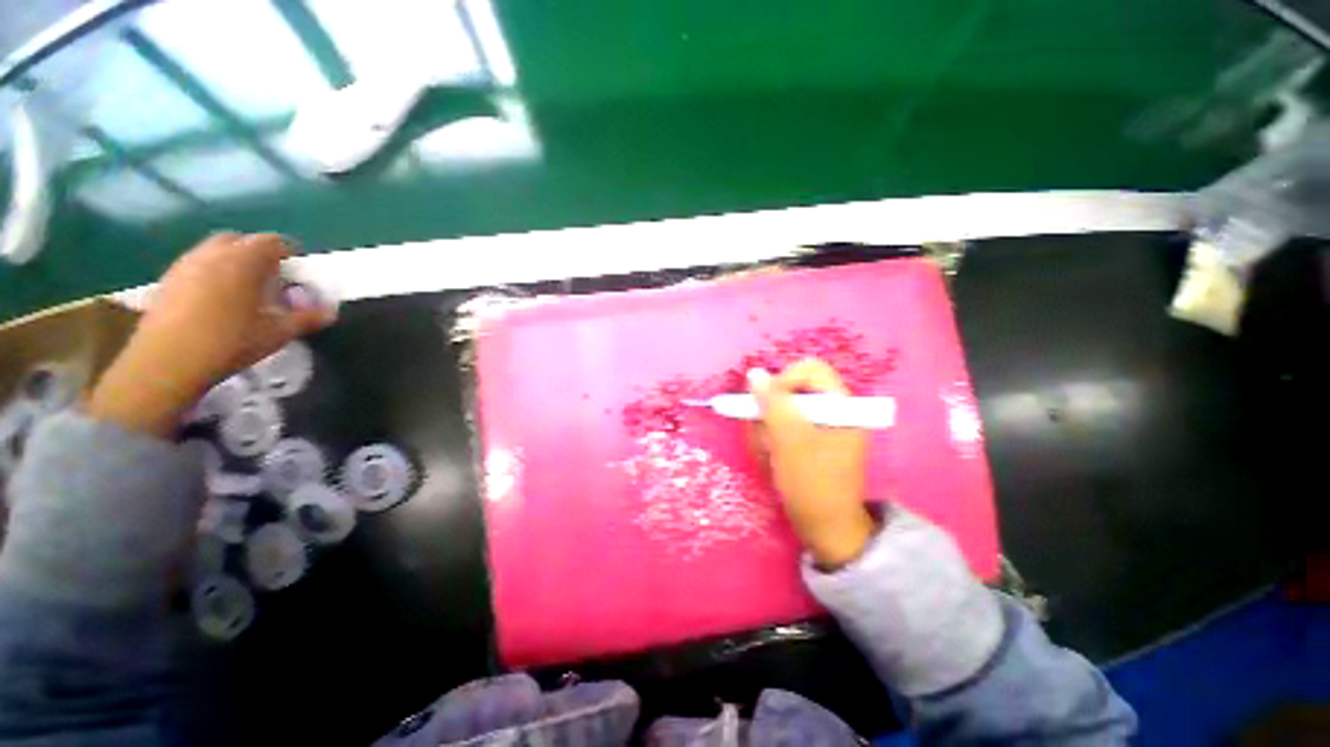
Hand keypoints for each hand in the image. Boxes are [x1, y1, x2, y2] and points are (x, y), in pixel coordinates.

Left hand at [88, 233, 333, 435]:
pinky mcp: (168, 280)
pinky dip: (210, 274)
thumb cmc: (229, 343)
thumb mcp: (276, 334)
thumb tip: (331, 312)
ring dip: (231, 263)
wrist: (166, 362)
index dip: (289, 254)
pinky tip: (215, 302)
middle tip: (270, 279)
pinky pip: (196, 266)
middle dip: (256, 254)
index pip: (273, 242)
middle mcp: (213, 253)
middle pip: (240, 240)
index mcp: (244, 260)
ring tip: (243, 292)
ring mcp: (186, 264)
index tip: (298, 273)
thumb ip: (306, 318)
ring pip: (214, 251)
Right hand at [748, 358, 876, 569]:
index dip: (783, 381)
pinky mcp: (806, 439)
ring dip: (768, 431)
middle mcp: (831, 410)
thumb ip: (773, 404)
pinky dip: (771, 441)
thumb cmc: (813, 485)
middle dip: (772, 415)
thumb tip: (754, 373)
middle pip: (790, 391)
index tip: (766, 404)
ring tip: (771, 455)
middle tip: (769, 440)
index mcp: (841, 404)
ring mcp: (818, 426)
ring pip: (780, 410)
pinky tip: (772, 460)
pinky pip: (780, 427)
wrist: (825, 529)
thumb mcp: (791, 442)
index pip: (808, 370)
* * * * *
- _GOAL OF THE EXERCISE_:
Reproduce word for word the material above, beginning with the line that contains "middle pip: (240, 240)" and ending with the line that contains "pinky dip: (771, 441)".

- _FINAL ANSWER_:
middle pip: (240, 240)
index mcp: (244, 260)
ring tip: (243, 292)
ring mcp: (186, 264)
index tip: (298, 273)
thumb ip: (306, 318)
ring pip: (214, 251)
Right hand at [748, 358, 876, 569]:
index dip: (783, 381)
pinky mcp: (806, 439)
ring dip: (768, 431)
middle mcp: (831, 410)
thumb ip: (773, 404)
pinky dip: (771, 441)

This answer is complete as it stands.